Czytałem mu bajki
Na wolontariat namówiła mnie koleżanka. Wrzesień miałem wolny, pomyślałem, że warto spróbować. Chłopcem nie interesowali się rodzice, nie mógł też trafić do domu dziecka, gdyż wymagał żywienia pozajelitowego. Szpital zapewniał mu opiekę, ale chłopiec potrzebował ojcowskiej ręki. Spędzałem z nim pięć, sześć godzin dziennie. Czytałem bajki, bawiłem się z nim, wychodziłem na spacery.

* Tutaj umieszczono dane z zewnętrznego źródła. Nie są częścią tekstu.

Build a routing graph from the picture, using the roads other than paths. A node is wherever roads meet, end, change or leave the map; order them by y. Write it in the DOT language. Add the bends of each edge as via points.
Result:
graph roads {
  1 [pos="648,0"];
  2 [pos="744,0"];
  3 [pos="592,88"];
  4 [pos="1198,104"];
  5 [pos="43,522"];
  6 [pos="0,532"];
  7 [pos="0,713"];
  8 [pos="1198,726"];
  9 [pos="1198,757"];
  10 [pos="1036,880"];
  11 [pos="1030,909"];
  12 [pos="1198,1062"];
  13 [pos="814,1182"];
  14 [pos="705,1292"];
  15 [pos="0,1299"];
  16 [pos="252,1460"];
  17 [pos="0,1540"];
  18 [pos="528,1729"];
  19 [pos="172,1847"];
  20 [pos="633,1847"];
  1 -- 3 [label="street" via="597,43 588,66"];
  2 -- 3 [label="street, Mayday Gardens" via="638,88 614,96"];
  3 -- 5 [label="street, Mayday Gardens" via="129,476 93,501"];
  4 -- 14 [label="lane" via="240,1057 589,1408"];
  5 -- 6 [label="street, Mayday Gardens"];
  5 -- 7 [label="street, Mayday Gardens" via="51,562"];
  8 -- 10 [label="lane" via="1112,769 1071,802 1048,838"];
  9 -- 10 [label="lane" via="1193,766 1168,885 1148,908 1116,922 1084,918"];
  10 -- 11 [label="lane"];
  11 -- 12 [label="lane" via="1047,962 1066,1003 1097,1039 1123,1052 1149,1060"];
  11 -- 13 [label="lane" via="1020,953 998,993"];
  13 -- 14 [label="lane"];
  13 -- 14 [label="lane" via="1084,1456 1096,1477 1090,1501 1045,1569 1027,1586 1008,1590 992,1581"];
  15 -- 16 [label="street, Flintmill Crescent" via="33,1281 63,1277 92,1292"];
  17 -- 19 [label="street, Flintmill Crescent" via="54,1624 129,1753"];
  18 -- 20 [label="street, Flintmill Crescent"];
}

Praca z tym dwuletnim chłopcem była dla mnie cennym doświadczeniem zawodowym i osobistym. Miałem kontakt z pielęgniarkami i lekarzami, mogłem zobaczyć jak funkcjonuje Centrum Zdrowia Dziecka i poznać bliżej jedną z dziedzin medycyny. Jeszcze do grudnia, w czasie trwania roku akademickiego, odwiedzałem go raz w tygodniu. Teraz niestety nie mam na to czasu, ale kiedy będę mieć mniej zajęć na kolejnych latach studiów, chętnie znów zostanę wolontariuszem w szpitalu.
E.J.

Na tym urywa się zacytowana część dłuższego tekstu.